» Your objective
From the material below, work out how many lines contain "rotate" and answer with the number only.

» Given information
+++

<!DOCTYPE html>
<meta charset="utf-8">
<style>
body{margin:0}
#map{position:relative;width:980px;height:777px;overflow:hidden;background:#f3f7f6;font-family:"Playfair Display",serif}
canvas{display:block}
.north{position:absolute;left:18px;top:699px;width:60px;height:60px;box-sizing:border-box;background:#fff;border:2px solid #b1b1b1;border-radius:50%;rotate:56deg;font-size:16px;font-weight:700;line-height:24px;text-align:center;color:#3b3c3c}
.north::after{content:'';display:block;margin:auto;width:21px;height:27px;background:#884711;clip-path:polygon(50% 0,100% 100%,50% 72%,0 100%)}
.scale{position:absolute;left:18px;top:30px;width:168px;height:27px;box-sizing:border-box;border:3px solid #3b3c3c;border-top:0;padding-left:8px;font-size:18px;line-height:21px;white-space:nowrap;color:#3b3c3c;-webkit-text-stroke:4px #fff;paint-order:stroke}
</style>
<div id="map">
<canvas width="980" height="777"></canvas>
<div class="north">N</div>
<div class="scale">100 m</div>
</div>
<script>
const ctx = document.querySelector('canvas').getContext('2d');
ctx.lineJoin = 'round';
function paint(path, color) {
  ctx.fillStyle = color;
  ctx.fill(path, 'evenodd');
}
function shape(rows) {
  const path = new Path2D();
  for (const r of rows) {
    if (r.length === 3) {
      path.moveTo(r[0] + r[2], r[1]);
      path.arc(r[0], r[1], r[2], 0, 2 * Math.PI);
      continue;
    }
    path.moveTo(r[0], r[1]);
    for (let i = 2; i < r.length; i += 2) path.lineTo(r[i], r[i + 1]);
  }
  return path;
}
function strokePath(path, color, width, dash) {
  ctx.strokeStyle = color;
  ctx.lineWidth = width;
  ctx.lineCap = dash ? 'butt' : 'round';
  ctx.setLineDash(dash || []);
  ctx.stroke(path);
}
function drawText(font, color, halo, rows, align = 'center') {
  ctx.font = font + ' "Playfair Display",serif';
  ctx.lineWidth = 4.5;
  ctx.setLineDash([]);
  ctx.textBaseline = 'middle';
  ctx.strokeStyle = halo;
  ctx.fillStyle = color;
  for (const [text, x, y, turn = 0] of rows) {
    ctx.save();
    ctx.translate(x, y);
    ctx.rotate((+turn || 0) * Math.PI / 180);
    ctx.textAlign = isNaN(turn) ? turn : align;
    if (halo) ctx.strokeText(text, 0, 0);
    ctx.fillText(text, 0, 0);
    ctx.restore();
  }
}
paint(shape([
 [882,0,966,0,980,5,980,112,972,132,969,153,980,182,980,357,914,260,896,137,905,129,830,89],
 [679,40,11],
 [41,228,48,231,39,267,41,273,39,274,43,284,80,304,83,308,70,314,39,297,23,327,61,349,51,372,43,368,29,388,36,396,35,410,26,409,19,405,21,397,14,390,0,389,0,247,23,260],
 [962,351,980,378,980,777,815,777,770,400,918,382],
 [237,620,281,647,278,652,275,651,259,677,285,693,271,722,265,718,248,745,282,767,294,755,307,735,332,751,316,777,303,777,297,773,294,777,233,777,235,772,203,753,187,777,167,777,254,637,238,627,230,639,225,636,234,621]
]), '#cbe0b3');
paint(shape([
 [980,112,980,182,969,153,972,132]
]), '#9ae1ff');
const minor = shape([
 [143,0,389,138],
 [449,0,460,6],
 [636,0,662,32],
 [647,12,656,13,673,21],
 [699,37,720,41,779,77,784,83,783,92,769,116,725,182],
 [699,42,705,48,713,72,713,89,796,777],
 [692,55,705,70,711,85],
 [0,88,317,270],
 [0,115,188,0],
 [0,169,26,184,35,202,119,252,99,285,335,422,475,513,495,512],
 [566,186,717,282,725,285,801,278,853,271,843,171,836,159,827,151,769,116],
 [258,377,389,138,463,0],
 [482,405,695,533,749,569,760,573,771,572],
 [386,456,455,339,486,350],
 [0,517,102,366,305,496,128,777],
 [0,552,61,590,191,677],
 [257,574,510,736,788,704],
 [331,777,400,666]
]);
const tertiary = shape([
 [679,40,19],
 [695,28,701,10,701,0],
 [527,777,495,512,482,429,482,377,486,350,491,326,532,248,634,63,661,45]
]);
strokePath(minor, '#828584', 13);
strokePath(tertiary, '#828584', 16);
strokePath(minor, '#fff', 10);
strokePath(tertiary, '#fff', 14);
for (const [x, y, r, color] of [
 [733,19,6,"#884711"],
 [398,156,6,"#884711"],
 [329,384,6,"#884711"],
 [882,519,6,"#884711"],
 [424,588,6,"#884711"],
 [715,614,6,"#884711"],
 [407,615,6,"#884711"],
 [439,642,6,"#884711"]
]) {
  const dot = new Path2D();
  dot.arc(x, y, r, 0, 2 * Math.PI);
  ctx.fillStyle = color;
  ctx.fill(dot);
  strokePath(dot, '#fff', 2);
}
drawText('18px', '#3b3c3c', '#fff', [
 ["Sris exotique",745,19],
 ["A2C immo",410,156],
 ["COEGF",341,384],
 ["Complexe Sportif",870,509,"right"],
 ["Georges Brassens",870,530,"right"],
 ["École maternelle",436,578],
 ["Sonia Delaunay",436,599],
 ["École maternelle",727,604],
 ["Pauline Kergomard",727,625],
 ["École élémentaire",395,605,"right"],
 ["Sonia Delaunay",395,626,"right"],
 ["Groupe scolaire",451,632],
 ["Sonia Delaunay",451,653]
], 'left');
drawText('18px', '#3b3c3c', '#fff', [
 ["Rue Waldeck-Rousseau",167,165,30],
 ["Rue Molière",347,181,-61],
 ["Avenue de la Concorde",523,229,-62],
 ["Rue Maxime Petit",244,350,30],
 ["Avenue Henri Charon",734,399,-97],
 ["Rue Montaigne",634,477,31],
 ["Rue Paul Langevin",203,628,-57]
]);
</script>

+++

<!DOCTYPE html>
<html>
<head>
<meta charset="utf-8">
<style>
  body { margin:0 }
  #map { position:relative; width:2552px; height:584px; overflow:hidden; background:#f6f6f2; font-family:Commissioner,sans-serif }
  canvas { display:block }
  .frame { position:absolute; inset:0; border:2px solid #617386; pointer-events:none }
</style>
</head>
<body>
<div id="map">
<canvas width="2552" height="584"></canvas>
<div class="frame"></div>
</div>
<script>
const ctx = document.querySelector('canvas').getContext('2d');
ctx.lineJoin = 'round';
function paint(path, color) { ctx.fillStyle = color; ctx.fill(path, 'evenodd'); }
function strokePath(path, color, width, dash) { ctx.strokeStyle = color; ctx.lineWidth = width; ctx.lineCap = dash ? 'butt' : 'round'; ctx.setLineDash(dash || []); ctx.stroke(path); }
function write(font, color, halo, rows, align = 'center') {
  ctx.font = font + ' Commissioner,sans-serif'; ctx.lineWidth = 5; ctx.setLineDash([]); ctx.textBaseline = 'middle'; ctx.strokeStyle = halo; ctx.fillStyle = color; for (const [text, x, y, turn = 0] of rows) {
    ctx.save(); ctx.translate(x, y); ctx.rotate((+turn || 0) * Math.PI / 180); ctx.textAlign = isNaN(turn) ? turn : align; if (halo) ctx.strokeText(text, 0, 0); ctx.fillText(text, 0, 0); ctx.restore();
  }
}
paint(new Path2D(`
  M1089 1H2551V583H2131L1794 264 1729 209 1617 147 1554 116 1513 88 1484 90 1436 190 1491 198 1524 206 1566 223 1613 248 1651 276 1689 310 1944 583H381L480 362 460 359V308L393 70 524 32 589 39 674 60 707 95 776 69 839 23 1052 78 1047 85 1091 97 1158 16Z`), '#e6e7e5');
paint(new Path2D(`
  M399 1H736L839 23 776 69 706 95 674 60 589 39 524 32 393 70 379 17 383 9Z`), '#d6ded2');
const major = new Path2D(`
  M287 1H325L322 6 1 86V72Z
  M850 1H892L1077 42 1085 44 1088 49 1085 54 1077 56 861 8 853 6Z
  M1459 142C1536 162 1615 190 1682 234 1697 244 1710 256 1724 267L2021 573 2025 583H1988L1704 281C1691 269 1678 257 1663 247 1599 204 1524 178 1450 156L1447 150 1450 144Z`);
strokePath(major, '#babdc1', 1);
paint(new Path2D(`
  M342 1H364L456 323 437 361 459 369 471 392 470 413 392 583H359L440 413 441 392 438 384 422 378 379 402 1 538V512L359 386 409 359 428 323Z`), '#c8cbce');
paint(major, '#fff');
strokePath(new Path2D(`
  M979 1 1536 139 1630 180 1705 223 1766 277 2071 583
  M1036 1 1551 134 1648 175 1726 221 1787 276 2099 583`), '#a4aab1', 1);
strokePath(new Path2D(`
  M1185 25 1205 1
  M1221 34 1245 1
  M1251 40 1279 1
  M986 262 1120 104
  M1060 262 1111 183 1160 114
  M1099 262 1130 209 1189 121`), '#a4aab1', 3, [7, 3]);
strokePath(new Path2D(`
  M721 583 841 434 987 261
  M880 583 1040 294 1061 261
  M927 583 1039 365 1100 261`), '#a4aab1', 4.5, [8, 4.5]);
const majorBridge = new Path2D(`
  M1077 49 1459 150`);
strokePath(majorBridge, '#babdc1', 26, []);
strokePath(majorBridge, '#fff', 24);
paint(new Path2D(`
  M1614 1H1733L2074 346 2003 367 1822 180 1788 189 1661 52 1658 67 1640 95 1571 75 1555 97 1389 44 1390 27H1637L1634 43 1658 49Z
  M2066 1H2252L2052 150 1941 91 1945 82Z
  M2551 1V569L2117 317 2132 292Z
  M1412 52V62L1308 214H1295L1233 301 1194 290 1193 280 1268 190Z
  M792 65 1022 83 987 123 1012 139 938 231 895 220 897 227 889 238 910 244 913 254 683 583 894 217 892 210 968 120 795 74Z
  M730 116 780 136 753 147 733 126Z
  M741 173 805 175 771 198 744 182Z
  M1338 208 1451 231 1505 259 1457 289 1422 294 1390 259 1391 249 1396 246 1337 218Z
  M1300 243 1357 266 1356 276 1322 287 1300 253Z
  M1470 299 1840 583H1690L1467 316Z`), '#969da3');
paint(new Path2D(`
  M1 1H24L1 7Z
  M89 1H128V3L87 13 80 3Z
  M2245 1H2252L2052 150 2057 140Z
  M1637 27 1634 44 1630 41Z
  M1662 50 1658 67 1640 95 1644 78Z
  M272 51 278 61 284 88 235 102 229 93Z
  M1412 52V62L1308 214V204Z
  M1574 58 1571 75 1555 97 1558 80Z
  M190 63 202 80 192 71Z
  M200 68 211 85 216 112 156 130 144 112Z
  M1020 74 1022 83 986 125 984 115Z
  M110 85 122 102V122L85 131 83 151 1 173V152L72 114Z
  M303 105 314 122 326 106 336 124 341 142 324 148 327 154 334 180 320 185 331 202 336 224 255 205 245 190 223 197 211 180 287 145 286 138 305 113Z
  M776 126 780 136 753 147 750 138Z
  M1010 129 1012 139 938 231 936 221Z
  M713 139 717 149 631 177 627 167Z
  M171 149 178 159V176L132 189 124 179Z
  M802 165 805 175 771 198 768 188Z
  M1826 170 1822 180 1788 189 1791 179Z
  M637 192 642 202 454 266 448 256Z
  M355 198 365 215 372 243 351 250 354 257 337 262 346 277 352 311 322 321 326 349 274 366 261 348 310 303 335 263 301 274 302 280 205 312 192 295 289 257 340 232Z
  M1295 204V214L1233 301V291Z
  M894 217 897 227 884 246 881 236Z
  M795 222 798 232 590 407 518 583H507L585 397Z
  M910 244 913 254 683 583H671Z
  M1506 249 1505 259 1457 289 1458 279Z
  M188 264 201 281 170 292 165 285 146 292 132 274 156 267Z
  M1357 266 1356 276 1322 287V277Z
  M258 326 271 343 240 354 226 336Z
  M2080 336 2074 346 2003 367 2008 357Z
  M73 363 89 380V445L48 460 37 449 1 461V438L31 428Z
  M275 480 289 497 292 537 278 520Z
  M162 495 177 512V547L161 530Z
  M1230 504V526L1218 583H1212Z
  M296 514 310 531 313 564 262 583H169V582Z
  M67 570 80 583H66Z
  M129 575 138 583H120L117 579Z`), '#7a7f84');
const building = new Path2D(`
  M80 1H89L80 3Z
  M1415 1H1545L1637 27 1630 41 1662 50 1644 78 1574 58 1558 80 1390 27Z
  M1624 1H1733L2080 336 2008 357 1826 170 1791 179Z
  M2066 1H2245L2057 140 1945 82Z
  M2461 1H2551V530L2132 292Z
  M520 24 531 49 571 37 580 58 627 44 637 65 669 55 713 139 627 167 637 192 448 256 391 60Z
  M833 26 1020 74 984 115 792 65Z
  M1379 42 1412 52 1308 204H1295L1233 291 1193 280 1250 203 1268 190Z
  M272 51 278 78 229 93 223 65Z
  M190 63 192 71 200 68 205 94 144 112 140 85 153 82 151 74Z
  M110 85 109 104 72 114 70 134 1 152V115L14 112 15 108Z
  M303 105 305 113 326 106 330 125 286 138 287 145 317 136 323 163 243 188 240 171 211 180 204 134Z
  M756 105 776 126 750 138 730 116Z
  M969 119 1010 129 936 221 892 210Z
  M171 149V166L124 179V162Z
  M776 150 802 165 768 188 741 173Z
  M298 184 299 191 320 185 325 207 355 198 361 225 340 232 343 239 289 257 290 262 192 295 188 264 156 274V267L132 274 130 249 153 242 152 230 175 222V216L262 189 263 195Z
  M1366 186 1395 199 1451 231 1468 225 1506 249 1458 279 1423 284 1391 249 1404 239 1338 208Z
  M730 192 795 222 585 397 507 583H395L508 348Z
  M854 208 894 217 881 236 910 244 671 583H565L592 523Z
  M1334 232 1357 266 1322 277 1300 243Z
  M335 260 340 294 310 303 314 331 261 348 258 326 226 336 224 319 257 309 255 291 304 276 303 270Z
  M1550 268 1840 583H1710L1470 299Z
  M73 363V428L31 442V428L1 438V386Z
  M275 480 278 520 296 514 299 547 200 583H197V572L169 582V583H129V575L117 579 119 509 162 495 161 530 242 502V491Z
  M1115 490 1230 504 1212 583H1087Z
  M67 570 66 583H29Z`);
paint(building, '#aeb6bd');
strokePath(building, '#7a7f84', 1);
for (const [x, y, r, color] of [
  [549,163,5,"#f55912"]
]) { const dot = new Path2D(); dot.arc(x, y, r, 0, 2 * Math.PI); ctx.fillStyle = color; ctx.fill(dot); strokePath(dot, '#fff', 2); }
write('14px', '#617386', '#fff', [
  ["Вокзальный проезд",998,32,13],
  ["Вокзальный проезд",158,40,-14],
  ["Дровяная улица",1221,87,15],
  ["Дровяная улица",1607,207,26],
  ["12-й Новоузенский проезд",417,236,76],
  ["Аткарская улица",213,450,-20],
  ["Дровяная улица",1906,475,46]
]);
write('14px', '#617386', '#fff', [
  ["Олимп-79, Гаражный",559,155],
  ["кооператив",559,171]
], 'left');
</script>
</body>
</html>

+++

» Task response
3